I thought further. I am an amateur woodworker. Thanks to the likes of Nick Offerman and Paul Sellers, I am becoming more interested in hand tools than power tools. With power tools you can assert your will on just about any type of wood in any type of condition. A circular saw, a table saw, a planer, a jointer, a router – all of these useful tools cut through wood like a hot knife through butter. Who cares about grain? Who cares about hardness? All succumb to the power of circular motion, created by a motor, and passed on to a blade or cutting bit of some kind. You can make that birdhouse in no time. But it comes at a cost.
With a handsaw you have to know more. You need to know the difference between cutting with the grain and across the grain. You need to use a type of saw that will make the edges of your dovetail joints sharp, and you need the skill to keep it in the correct plane as you cut. And speaking of planes, you need to know if the wood is hard or soft, you need to know which direction the grain is running, you need to account for moisture content and knots and all other sorts of information that the wood has to offer before work is finished, and sometimes even before work is started.
The hand tool user has to know more, so the work, again, is more a negotiation than an imposition. You have to come to an agreement between craftswoman, tool, and wood.

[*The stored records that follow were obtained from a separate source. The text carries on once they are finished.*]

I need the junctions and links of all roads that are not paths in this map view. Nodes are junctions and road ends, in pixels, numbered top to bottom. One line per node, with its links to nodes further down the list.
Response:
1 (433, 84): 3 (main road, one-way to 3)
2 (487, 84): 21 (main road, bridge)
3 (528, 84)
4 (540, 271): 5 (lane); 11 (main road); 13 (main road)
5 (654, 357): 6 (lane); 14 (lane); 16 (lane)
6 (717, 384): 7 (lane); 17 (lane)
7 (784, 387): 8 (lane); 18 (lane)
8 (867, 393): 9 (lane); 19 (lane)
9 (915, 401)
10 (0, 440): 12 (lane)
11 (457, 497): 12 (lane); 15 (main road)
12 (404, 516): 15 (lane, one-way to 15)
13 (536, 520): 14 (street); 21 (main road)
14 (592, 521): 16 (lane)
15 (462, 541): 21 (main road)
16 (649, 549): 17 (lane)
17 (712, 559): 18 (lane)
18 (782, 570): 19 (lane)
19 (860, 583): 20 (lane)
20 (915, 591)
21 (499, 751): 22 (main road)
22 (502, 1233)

The wood-worker knows more about the wood and therefore is likely to build an even more amazing birdhouse – a birdhouse that is the result of a harmonious relationship between the person and the material.

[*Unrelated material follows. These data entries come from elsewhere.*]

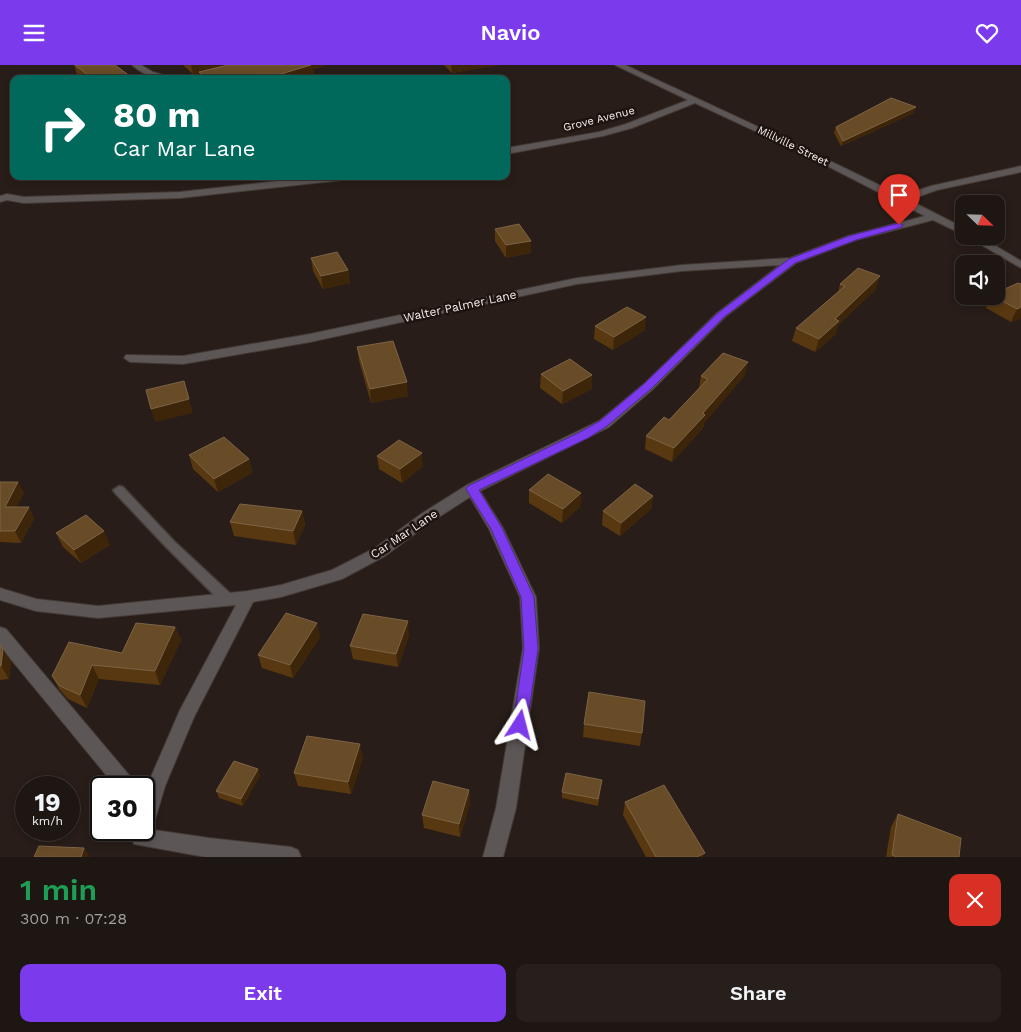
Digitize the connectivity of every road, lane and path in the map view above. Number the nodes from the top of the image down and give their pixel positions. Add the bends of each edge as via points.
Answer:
1 (136, 65) edge
2 (619, 65) edge
3 (224, 72) edge
4 (150, 75) edge
5 (205, 75) edge
6 (695, 100) junction
7 (510, 150) edge
8 (1021, 169) edge
9 (320, 180) edge
10 (2, 195) edge
11 (902, 199) junction
12 (934, 217) junction
13 (955, 228) edge
14 (987, 245) edge
15 (792, 261) junction
16 (1021, 265) edge
17 (130, 359) dead end
18 (119, 489) dead end
19 (472, 489) junction
20 (0, 594) edge
21 (248, 597) junction
22 (228, 600) junction
23 (0, 634) edge
24 (118, 776) edge
25 (155, 789) edge
26 (155, 839) edge
27 (291, 857) edge
28 (493, 857) edge

1 - 4 street
2 - 6 street, Millville Street
3 - 5 street
6 - 7 street, Grove Avenue via 619,129
6 - 11 street, Millville Street
8 - 11 street via 934,188
9 - 10 street via 172,195 24,200
11 - 12 street, Millville Street
12 - 13 street, Millville Street
12 - 15 street, Car Mar Lane via 852,238
14 - 16 street
15 - 17 street, Walter Palmer Lane via 682,268 577,281 184,360
15 - 19 street, Car Mar Lane via 721,315 649,386 604,423
18 - 22 lane
19 - 21 street, Car Mar Lane via 380,552 336,575
19 - 28 street via 496,528 528,597 531,649 506,808
20 - 22 street, Car Mar Lane via 36,605 98,613
21 - 22 street, Car Mar Lane
21 - 25 street via 186,715
23 - 24 street
26 - 27 street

A final realization of a list that is by no means exhausted is that the medium you through which you are reading this message also comes at a cost. Messages are sent and immediately received. Texts are responded to at break-neck speeds sometimes without the care needed to assure clear and successful communication. Messages become throwaways, consumed, and inconsequential.

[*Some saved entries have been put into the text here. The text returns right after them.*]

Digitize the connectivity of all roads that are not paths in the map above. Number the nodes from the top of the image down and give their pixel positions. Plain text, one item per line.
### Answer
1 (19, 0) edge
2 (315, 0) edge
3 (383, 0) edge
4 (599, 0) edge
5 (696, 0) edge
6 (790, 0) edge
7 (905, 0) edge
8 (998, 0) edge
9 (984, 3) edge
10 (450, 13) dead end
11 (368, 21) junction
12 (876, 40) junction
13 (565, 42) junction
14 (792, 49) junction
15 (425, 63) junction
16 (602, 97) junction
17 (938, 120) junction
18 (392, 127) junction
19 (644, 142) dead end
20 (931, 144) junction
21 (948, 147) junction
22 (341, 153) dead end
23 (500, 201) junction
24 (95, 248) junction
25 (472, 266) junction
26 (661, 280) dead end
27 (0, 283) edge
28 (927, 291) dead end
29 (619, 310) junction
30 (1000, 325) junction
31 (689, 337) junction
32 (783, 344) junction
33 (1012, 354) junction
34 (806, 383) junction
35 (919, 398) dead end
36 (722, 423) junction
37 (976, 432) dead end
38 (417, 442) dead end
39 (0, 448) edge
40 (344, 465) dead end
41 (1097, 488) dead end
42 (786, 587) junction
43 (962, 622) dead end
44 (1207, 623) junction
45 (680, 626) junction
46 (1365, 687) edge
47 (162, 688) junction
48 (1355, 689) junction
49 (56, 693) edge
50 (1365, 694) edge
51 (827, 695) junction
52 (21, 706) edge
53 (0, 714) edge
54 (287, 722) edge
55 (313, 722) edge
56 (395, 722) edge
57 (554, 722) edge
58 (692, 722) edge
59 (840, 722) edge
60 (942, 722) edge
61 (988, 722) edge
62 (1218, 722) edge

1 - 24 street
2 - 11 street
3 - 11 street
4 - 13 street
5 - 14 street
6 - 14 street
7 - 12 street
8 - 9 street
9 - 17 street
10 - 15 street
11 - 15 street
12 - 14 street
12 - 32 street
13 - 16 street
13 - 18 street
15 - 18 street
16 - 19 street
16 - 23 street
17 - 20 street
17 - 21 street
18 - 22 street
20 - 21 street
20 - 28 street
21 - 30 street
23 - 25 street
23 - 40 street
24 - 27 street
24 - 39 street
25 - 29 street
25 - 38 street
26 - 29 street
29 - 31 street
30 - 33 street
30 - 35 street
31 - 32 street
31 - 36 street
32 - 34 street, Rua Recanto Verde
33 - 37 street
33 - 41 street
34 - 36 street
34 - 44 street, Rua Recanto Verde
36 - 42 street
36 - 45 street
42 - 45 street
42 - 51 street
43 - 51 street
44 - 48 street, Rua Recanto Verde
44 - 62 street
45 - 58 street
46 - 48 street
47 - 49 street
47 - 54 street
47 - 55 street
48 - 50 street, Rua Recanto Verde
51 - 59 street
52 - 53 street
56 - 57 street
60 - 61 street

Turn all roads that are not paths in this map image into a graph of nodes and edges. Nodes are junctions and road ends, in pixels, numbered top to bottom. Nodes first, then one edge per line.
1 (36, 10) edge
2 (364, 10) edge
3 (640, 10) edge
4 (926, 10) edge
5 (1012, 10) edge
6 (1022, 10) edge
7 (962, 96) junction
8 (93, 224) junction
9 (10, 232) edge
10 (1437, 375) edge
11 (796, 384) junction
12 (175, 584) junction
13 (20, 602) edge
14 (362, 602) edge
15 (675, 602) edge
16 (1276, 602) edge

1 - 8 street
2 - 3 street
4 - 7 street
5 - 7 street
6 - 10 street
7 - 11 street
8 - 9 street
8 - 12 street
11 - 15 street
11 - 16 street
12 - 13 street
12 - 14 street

My great aunts and my mother wrote to each other every week. Every Friday or Saturday we would receive a letter from them. My mother would keep the envelope from the letter that had come the previous week and would use it to take little notes of the events of the days following. Then on Sunday night she would compose a letter of her own, written by her own hand, that would tell of the week’s events and maybe answer some things that came in the letter from Friday or Saturday. And while these letters took time to send and to receive, they reflected a care and even a love that is just not obvious in a text or an email that is sent within a minute of the receipt of the most recent message. These letters were not just communiques, but they even had a certain aesthetic to them, the elegant beauty of someone’s handwriting, the choice of stationery and the like. If you messed up, you had to start over if you wanted it to be neat, so you took extra care in crafting a letter. Thoughtfulness, planning, and care were all part of a well written letter.
The immediate response lacks care, and sometimes it lacks the restraint necessary to respond to a letter or message that was not so diplomatic. The speed is nice, but something gets lost in the transaction.
Of course, we could talk about the cow that went into your burger, or the chicken, or even the Maryland blue crab. Each of these consumables involves a significant commitment that involves an ultimate cost. This, however, is a conversation for another day.
All of these things are representative of an increasing loss of the relationship between person and object (subject?). The person becomes the sole agent, and everything around them becomes a consumable. There is no conversation, no negotiation, no appreciation of beauty as a participant in that beauty, but rather as a spectator of said beauty, if there is any beauty at all. It all comes at a cost –our willingness to integrate with the world around us, the care and concern for things of beauty in our surroundings, even our very humanity.